━━━━━ Extracted data ━━━━━

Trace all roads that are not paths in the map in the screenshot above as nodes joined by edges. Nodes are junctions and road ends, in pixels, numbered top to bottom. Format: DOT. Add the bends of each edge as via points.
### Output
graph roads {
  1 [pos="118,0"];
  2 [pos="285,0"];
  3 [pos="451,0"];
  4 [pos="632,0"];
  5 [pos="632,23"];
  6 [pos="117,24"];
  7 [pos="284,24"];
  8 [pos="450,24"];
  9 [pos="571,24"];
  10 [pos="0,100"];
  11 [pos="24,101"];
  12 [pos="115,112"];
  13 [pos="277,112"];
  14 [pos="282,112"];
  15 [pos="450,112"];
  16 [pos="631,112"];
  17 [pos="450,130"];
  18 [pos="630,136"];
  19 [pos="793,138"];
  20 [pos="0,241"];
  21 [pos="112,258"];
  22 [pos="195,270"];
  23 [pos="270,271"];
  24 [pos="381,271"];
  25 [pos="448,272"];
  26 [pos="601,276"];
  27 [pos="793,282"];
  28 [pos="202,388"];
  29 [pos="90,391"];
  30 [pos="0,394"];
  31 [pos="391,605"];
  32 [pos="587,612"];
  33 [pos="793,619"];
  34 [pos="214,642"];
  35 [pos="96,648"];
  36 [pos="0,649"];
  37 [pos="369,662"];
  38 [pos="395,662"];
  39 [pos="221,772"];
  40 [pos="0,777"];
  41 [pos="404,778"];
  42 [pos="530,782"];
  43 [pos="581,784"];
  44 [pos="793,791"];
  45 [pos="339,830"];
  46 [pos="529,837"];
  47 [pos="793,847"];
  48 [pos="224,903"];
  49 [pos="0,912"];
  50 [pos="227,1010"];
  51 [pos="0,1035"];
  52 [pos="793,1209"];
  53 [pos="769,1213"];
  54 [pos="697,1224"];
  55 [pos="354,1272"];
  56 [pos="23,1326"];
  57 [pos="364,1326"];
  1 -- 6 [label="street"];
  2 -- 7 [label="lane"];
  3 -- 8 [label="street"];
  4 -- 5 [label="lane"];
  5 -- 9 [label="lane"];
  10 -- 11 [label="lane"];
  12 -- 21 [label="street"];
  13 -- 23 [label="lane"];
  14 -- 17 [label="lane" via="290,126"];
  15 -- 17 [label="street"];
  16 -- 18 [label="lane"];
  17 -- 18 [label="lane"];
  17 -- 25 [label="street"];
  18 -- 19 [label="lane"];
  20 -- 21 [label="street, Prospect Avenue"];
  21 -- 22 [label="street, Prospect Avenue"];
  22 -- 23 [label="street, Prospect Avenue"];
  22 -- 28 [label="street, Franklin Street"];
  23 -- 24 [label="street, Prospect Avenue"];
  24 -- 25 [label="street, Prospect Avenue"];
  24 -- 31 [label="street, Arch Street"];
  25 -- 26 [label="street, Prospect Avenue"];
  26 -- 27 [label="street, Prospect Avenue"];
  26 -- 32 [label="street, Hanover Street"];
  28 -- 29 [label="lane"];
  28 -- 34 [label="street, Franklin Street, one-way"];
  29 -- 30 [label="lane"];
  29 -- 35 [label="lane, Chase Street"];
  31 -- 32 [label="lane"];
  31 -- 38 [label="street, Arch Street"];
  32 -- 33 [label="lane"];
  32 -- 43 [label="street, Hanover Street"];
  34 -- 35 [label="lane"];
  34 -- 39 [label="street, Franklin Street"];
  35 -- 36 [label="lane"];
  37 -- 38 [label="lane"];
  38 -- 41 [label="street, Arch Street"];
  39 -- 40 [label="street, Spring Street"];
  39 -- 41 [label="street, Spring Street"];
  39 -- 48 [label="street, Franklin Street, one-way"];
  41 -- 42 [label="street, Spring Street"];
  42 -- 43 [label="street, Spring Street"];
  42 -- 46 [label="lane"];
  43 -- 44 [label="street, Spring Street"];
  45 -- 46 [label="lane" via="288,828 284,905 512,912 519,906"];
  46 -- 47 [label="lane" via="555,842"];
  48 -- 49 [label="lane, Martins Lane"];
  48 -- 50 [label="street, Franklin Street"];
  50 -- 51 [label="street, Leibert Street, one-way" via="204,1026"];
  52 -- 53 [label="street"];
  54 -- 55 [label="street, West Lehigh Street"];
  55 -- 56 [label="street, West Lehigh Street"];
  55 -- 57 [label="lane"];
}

━━━━━

Task description ▸
For the word "Arch", tally the lines of the listing that include it and give the number alone.

Output ▸
3